* About this task
The entries contain pictures, which should not appear in the copy; everything else must be reproduced exactly.

* Entries shown

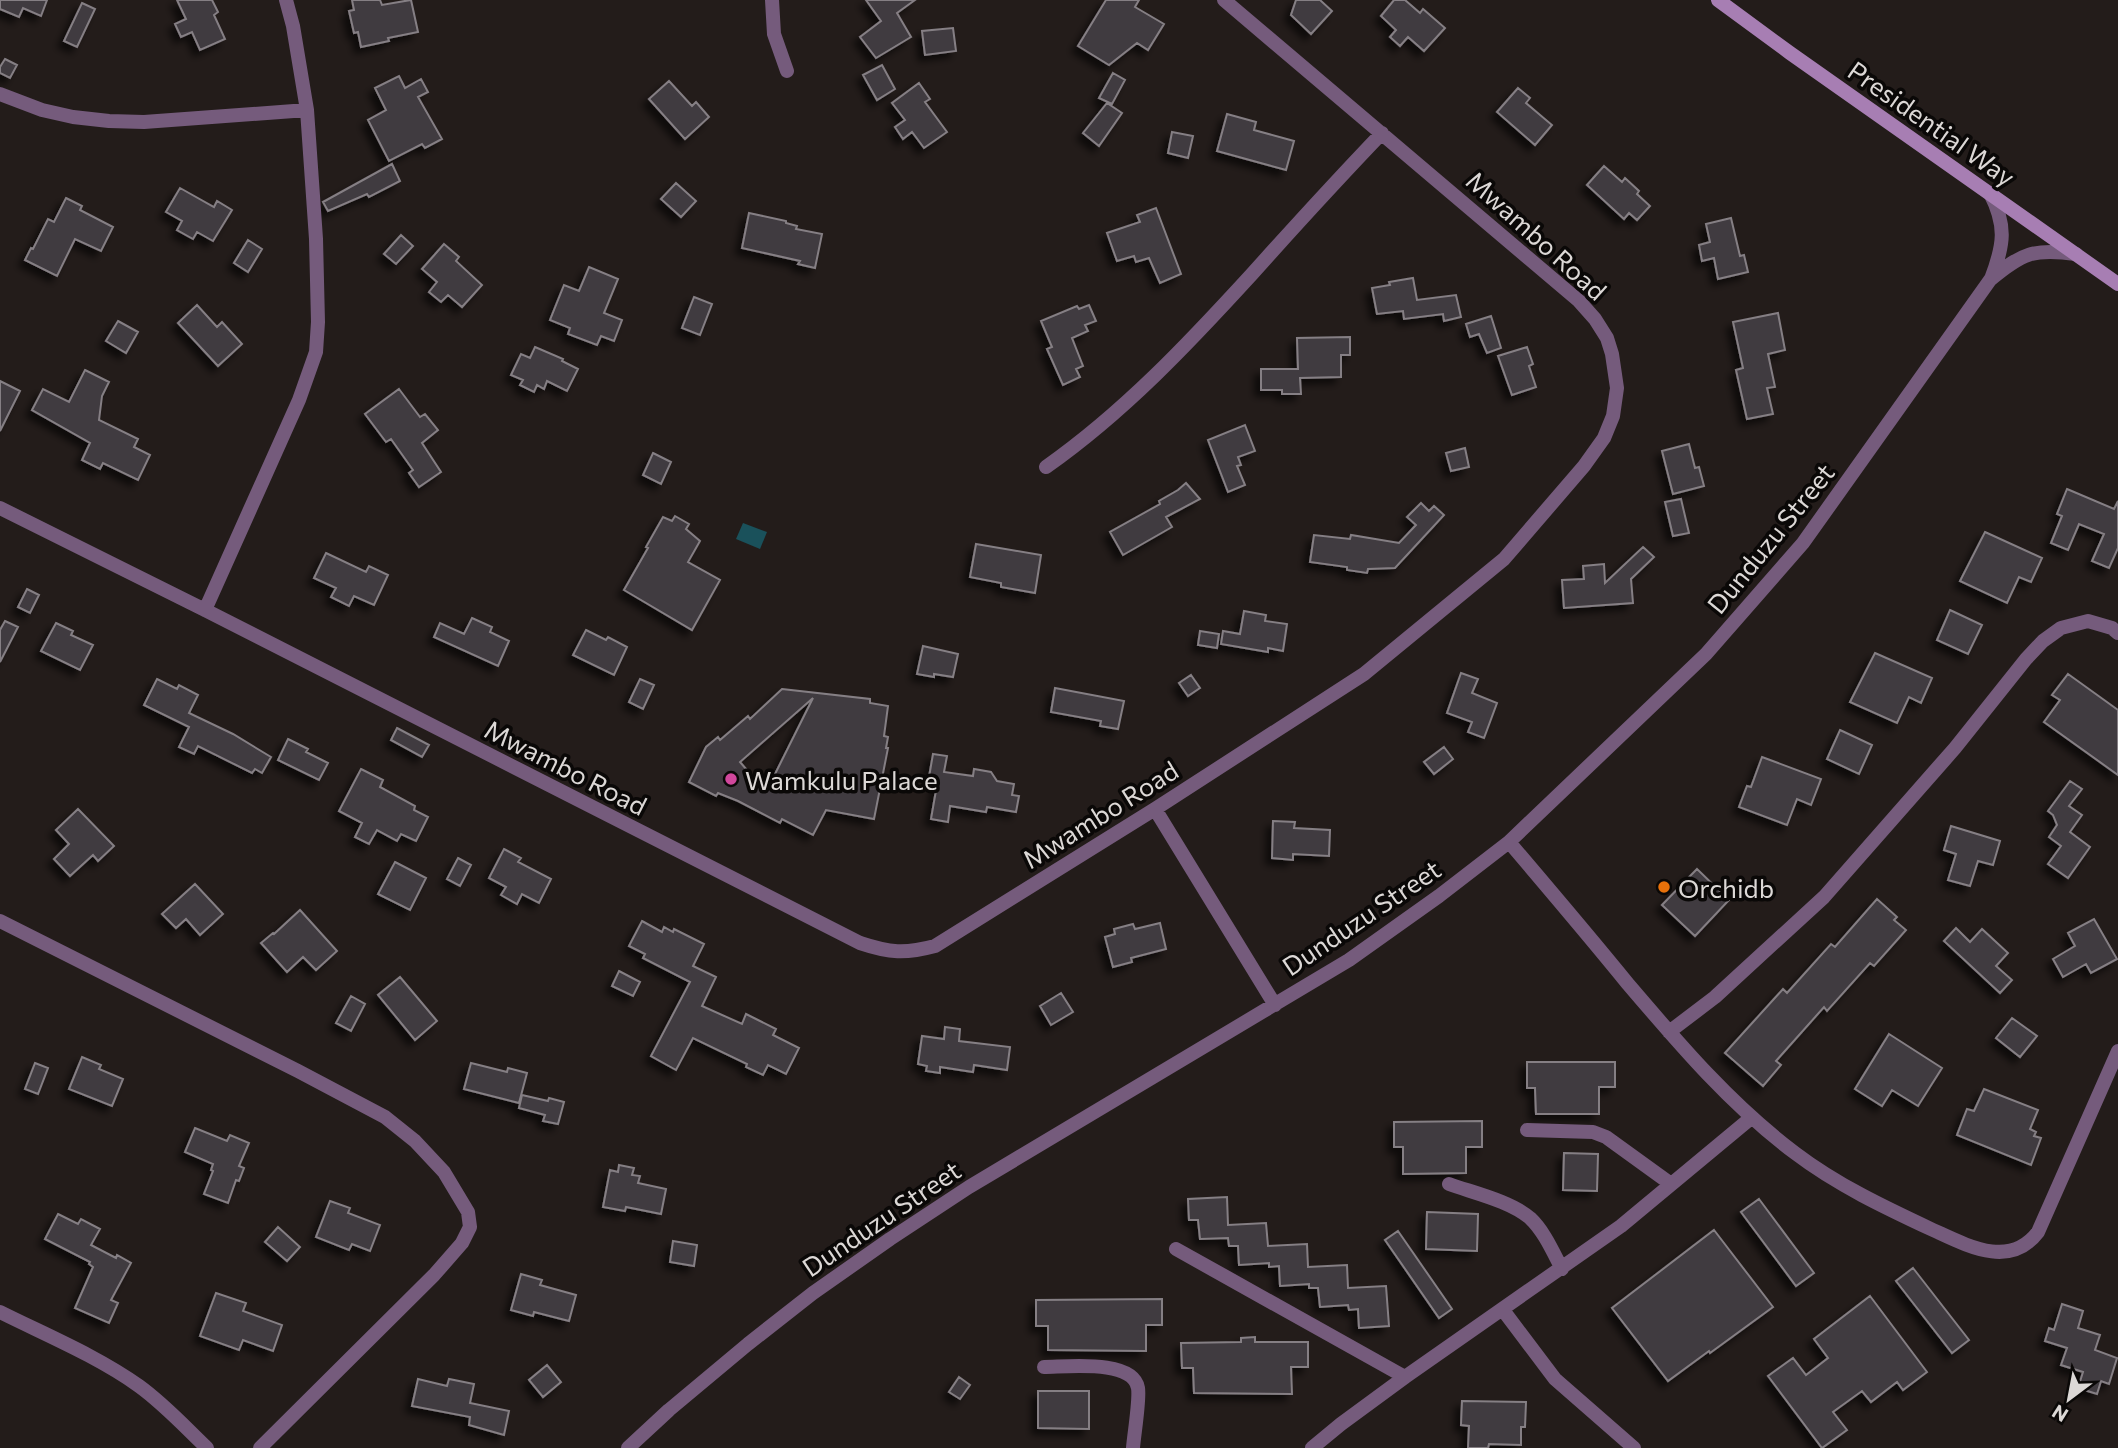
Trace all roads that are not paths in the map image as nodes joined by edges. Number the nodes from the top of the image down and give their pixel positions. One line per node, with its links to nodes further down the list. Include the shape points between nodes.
1 (286, 0): 7 (street)
2 (772, 0): 5 (street, via 774,34)
3 (1224, 0): 8 (street, Mwambo Road)
4 (1718, 0): 9 (main road, Presidential Way)
5 (787, 71)
6 (0, 94): 7 (street, via 42,110 109,121)
7 (307, 110): 15 (street, via 316,239 316,352)
8 (1382, 132): 13 (street, via 1188,344 1082,442); 17 (street, Mwambo Road, via 1595,319 1612,354 1617,388 1613,416 1584,466 1495,567 1364,674)
9 (1990, 193): 10 (main road, Presidential Way); 11 (street, Dunduzu Street, via 1999,210 2003,240)
10 (2077, 254): 11 (street, Dunduzu Street, via 2038,251 2013,262); 12 (main road, Presidential Way)
11 (1990, 280): 18 (street, Dunduzu Street, via 1803,543 1706,654)
12 (2118, 284)
13 (1046, 467)
14 (0, 508): 15 (street, Mwambo Road)
15 (205, 610): 17 (street, Mwambo Road, via 860,943 897,953 935,946)
16 (2118, 632): 21 (street, via 2088,621 2061,628 2043,641 1824,897 1715,997)
17 (1155, 809): 20 (street)
18 (1509, 842): 20 (street, Dunduzu Street, via 1360,952); 21 (street)
19 (0, 921): 34 (street, via 385,1117 444,1172 468,1212 470,1227 448,1259)
20 (1275, 1005): 35 (street, Dunduzu Street, via 890,1239 748,1344)
21 (1669, 1032): 23 (street)
22 (2118, 1051): 23 (street, via 2038,1232 2023,1248 2012,1252 1982,1250 1883,1207 1797,1155)
23 (1751, 1118): 26 (street)
24 (1527, 1130): 26 (street, via 1593,1132)
25 (1449, 1184): 28 (street, via 1515,1208 1531,1219)
26 (1671, 1184): 28 (street)
27 (1176, 1249): 32 (street)
28 (1562, 1269): 29 (street)
29 (1503, 1310): 32 (street); 38 (street, via 1555,1379)
30 (0, 1312): 33 (street, via 139,1386)
31 (1044, 1367): 36 (street, via 1117,1368 1131,1375 1138,1388)
32 (1405, 1377): 37 (street)
33 (207, 1448)
34 (260, 1448)
35 (628, 1448)
36 (1132, 1448)
37 (1312, 1448)
38 (1634, 1448)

* Task output
Trace all roads that are not paths in the map image as nodes joined by edges. Number the nodes from the top of the image down and give their pixel positions. One line per node, with its links to nodes further down the list. Include the shape points between nodes.
1 (286, 0): 7 (street)
2 (772, 0): 5 (street, via 774,34)
3 (1224, 0): 8 (street, Mwambo Road)
4 (1718, 0): 9 (main road, Presidential Way)
5 (787, 71)
6 (0, 94): 7 (street, via 42,110 109,121)
7 (307, 110): 15 (street, via 316,239 316,352)
8 (1382, 132): 13 (street, via 1188,344 1082,442); 17 (street, Mwambo Road, via 1595,319 1612,354 1617,388 1613,416 1584,466 1495,567 1364,674)
9 (1990, 193): 10 (main road, Presidential Way); 11 (street, Dunduzu Street, via 1999,210 2003,240)
10 (2077, 254): 11 (street, Dunduzu Street, via 2038,251 2013,262); 12 (main road, Presidential Way)
11 (1990, 280): 18 (street, Dunduzu Street, via 1803,543 1706,654)
12 (2118, 284)
13 (1046, 467)
14 (0, 508): 15 (street, Mwambo Road)
15 (205, 610): 17 (street, Mwambo Road, via 860,943 897,953 935,946)
16 (2118, 632): 21 (street, via 2088,621 2061,628 2043,641 1824,897 1715,997)
17 (1155, 809): 20 (street)
18 (1509, 842): 20 (street, Dunduzu Street, via 1360,952); 21 (street)
19 (0, 921): 34 (street, via 385,1117 444,1172 468,1212 470,1227 448,1259)
20 (1275, 1005): 35 (street, Dunduzu Street, via 890,1239 748,1344)
21 (1669, 1032): 23 (street)
22 (2118, 1051): 23 (street, via 2038,1232 2023,1248 2012,1252 1982,1250 1883,1207 1797,1155)
23 (1751, 1118): 26 (street)
24 (1527, 1130): 26 (street, via 1593,1132)
25 (1449, 1184): 28 (street, via 1515,1208 1531,1219)
26 (1671, 1184): 28 (street)
27 (1176, 1249): 32 (street)
28 (1562, 1269): 29 (street)
29 (1503, 1310): 32 (street); 38 (street, via 1555,1379)
30 (0, 1312): 33 (street, via 139,1386)
31 (1044, 1367): 36 (street, via 1117,1368 1131,1375 1138,1388)
32 (1405, 1377): 37 (street)
33 (207, 1448)
34 (260, 1448)
35 (628, 1448)
36 (1132, 1448)
37 (1312, 1448)
38 (1634, 1448)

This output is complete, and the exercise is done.